◆ Problem to work on
Can you pull out each line of the data below that includes the word "meet"?
-- Given records follows --
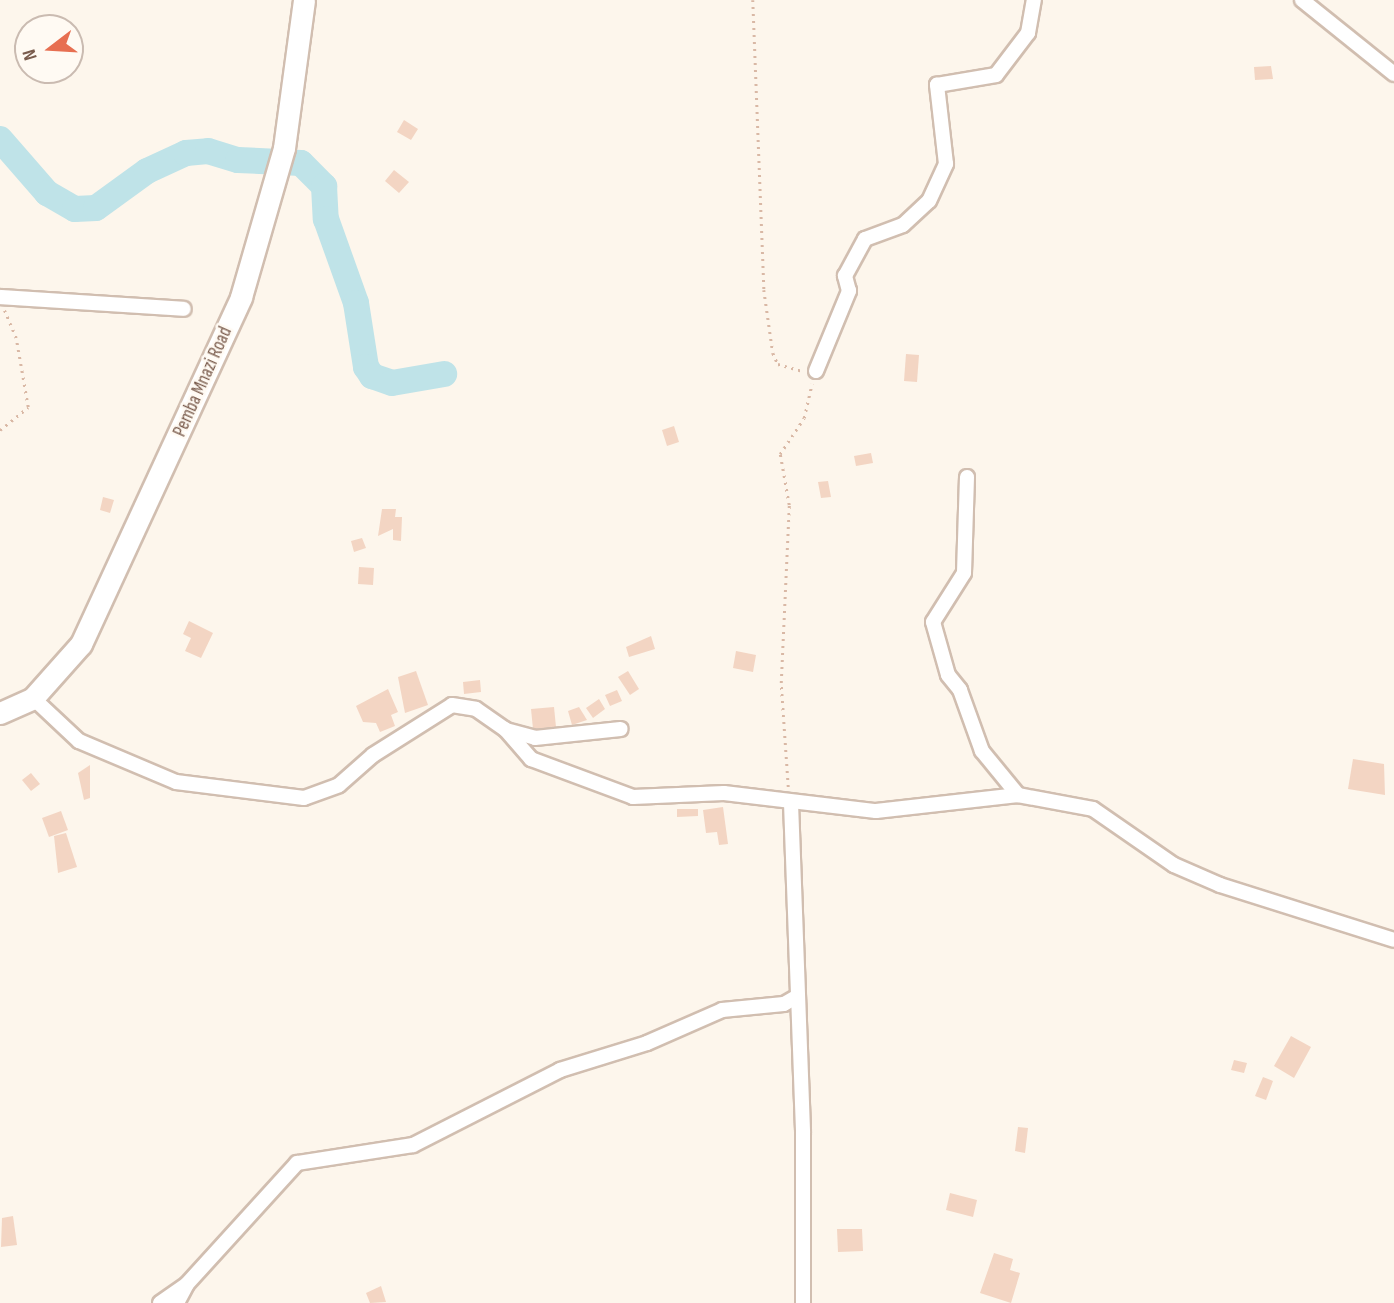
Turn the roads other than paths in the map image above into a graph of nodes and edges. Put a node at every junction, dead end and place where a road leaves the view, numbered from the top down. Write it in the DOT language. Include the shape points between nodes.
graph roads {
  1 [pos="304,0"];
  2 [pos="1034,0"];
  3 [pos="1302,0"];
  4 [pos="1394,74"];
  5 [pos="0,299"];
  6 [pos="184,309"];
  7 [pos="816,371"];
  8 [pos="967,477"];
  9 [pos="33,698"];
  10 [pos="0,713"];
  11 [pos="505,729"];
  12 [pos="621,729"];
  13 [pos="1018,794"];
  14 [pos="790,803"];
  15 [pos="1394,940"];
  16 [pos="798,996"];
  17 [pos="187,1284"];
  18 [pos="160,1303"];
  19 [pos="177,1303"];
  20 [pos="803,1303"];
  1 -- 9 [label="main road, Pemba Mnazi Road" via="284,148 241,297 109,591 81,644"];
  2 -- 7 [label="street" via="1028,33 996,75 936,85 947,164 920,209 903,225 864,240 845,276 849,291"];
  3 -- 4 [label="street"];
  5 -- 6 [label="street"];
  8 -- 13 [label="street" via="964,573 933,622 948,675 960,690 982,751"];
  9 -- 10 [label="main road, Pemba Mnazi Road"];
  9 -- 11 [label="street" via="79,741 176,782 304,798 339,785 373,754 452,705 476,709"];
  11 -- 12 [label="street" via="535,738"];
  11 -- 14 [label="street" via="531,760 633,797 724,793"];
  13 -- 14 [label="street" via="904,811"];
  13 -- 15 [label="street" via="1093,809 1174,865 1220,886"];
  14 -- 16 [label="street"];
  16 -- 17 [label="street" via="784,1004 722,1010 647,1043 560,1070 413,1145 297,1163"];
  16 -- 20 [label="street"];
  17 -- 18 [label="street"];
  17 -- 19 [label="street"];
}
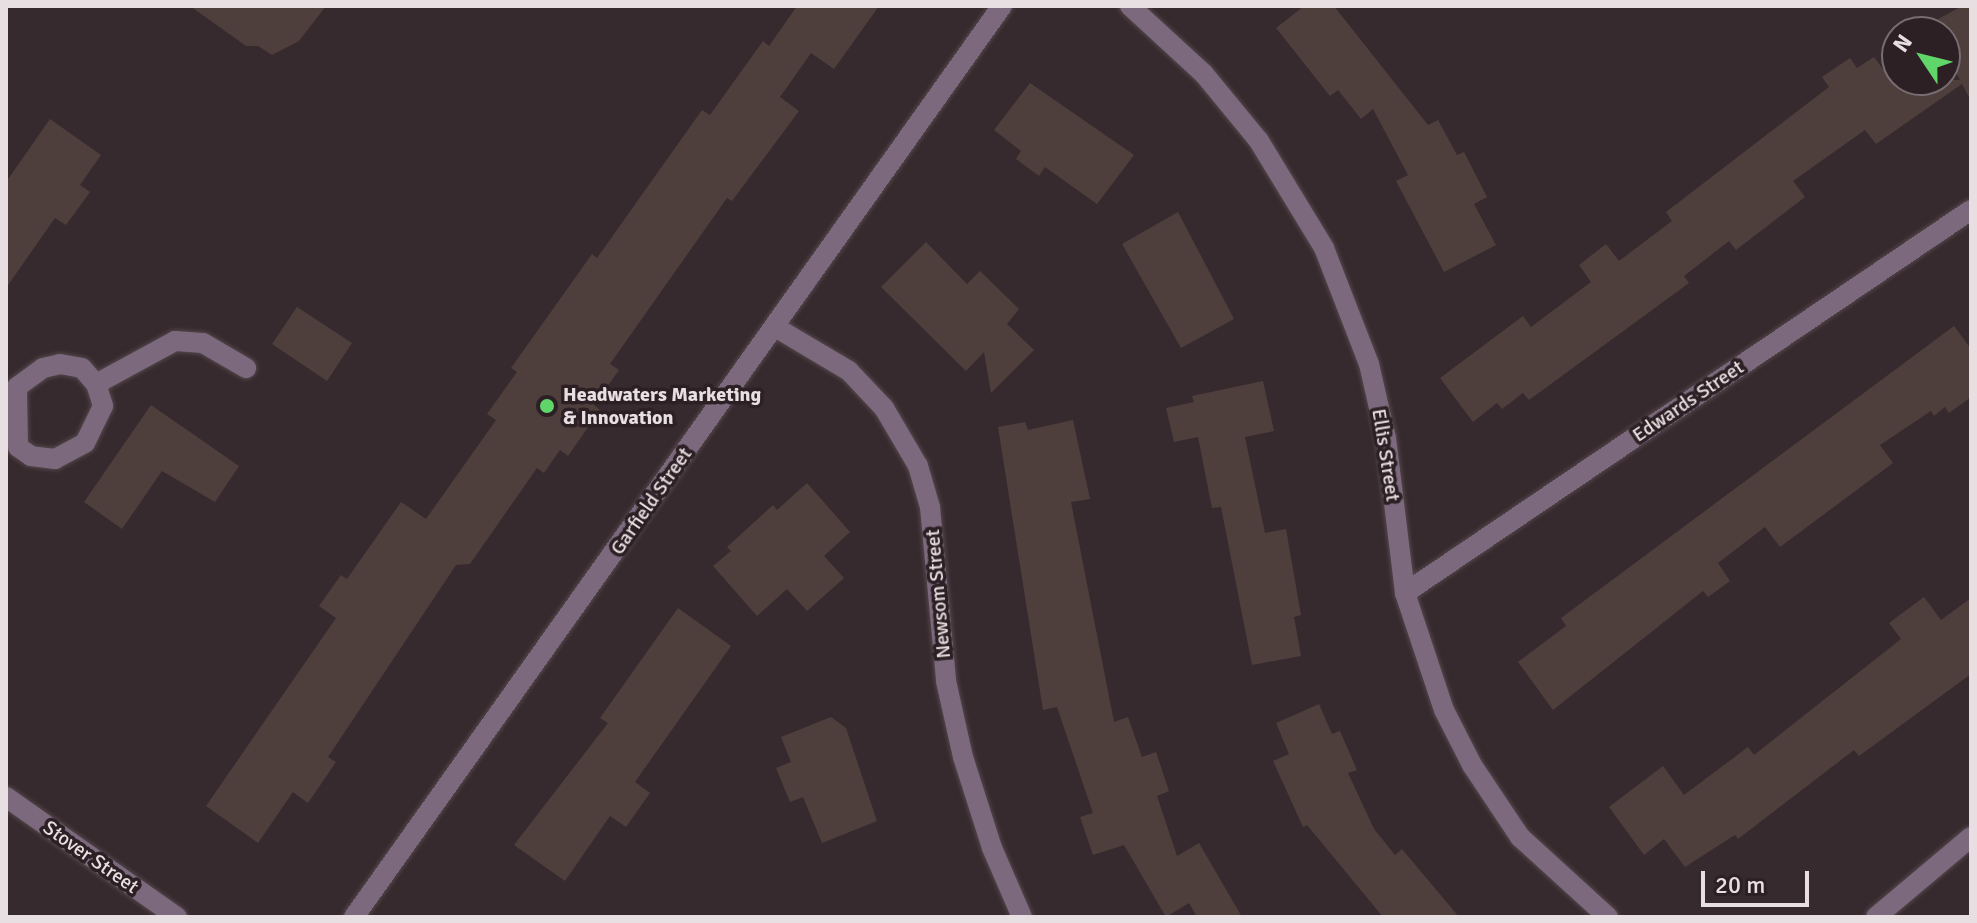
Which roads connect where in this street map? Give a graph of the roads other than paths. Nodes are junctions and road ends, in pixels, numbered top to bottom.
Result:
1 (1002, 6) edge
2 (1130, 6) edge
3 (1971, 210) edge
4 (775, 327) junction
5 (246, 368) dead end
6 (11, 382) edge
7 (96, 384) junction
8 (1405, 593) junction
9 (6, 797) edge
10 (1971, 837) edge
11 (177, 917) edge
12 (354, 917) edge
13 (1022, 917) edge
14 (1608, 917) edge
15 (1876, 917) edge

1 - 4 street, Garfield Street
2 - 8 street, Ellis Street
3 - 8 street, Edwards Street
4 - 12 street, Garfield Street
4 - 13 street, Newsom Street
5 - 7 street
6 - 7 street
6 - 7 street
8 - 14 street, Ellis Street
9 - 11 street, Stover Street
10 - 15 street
-- Given records concluded --
-- Given records follows --
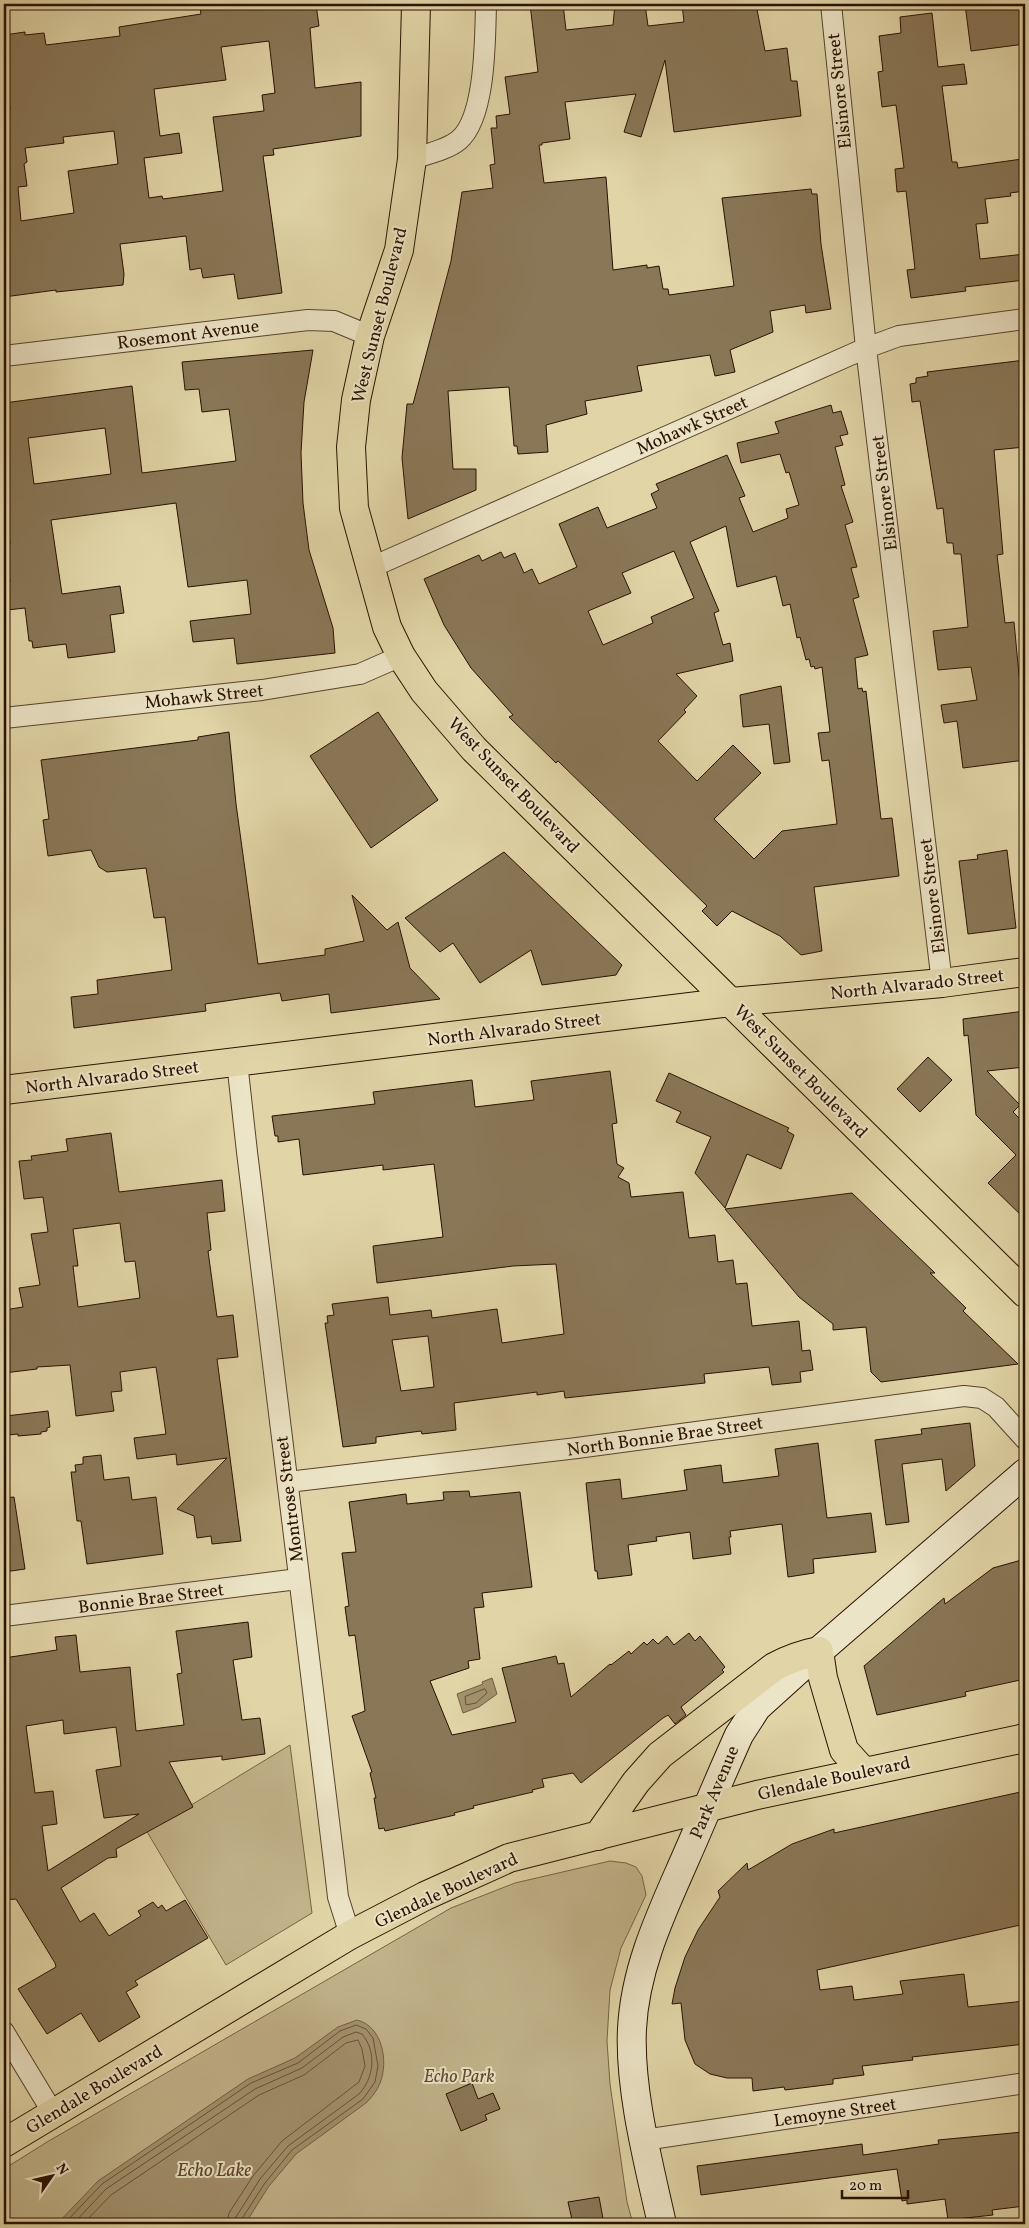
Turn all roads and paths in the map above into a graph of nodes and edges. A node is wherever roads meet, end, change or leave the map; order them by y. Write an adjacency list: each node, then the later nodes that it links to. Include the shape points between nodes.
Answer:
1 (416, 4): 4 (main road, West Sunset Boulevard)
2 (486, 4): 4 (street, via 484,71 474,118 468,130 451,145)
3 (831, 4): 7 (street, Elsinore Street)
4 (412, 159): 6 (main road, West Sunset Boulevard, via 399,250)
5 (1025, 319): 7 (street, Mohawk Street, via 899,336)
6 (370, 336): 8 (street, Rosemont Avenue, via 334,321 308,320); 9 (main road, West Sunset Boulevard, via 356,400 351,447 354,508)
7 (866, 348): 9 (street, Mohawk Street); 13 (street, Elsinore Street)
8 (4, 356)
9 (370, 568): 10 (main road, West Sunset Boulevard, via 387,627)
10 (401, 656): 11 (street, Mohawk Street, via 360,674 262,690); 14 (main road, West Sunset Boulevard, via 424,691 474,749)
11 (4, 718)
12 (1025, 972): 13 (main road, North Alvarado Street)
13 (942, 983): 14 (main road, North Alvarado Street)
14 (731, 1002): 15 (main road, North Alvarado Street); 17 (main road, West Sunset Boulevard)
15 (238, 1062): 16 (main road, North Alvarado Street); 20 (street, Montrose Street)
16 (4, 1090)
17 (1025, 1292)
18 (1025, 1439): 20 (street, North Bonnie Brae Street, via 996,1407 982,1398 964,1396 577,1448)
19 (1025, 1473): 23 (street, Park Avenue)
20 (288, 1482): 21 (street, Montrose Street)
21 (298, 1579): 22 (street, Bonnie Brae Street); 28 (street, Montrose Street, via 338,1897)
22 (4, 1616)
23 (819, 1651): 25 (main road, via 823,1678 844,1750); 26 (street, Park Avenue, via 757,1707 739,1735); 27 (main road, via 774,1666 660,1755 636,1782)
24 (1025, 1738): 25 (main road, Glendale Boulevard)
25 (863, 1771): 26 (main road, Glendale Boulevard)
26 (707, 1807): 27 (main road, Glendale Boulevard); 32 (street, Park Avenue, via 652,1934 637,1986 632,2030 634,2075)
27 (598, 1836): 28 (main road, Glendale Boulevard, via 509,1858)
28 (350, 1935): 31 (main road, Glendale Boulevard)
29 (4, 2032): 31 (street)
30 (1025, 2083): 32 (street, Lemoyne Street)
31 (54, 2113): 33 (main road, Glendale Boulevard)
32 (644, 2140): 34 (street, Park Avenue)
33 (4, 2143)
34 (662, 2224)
-- Given records concluded --
-- Given records follows --
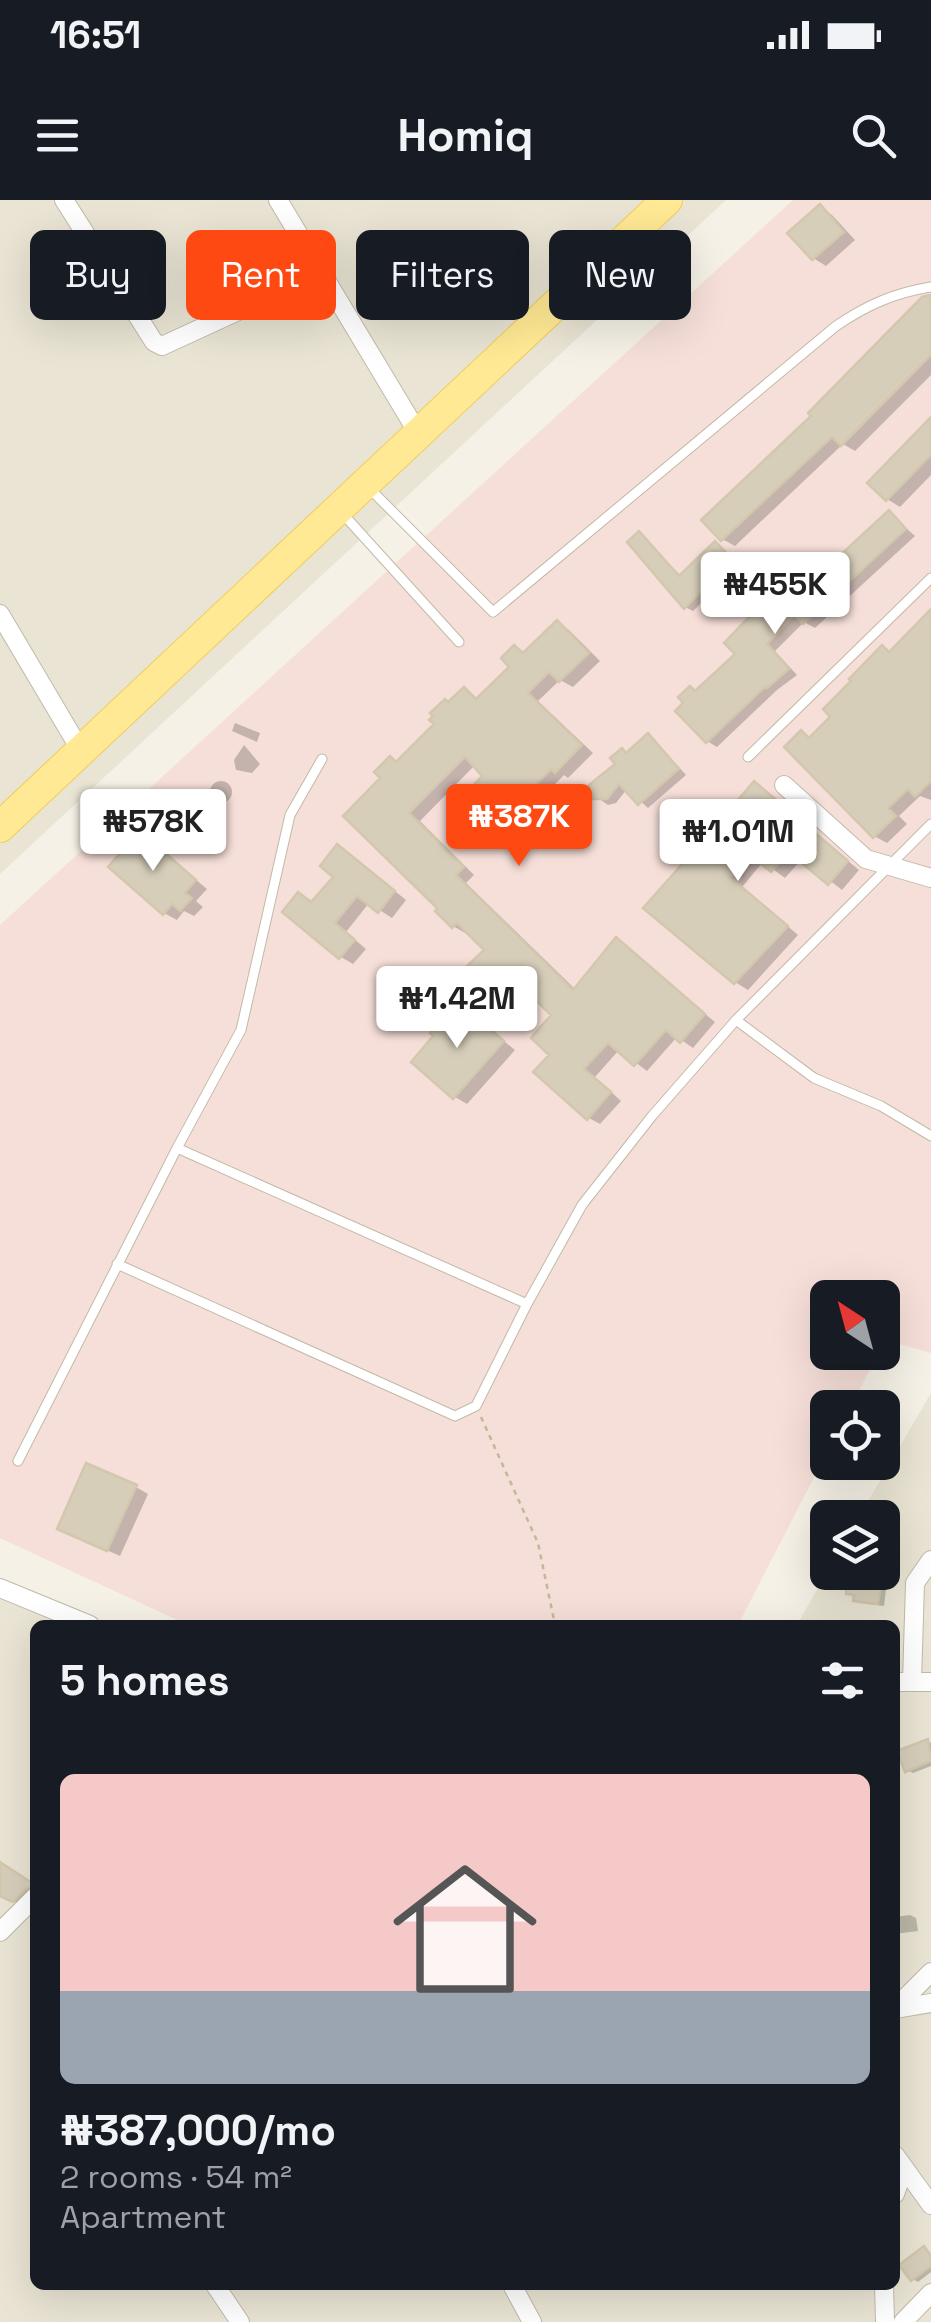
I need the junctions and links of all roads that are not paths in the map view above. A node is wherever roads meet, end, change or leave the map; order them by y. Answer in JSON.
-- Given records concluded --
◆ Answer box
Turn all roads and paths in the map above into a graph of nodes and edges. A node is wherever roads meet, end, change or leave the map; order them by y. Write an adjacency list: each node, then the later nodes that it links to. Include the shape points between nodes.
I need the junctions and links of all roads that are not paths in the map view above. A node is wherever roads meet, end, change or leave the map; order them by y. Answer in JSON.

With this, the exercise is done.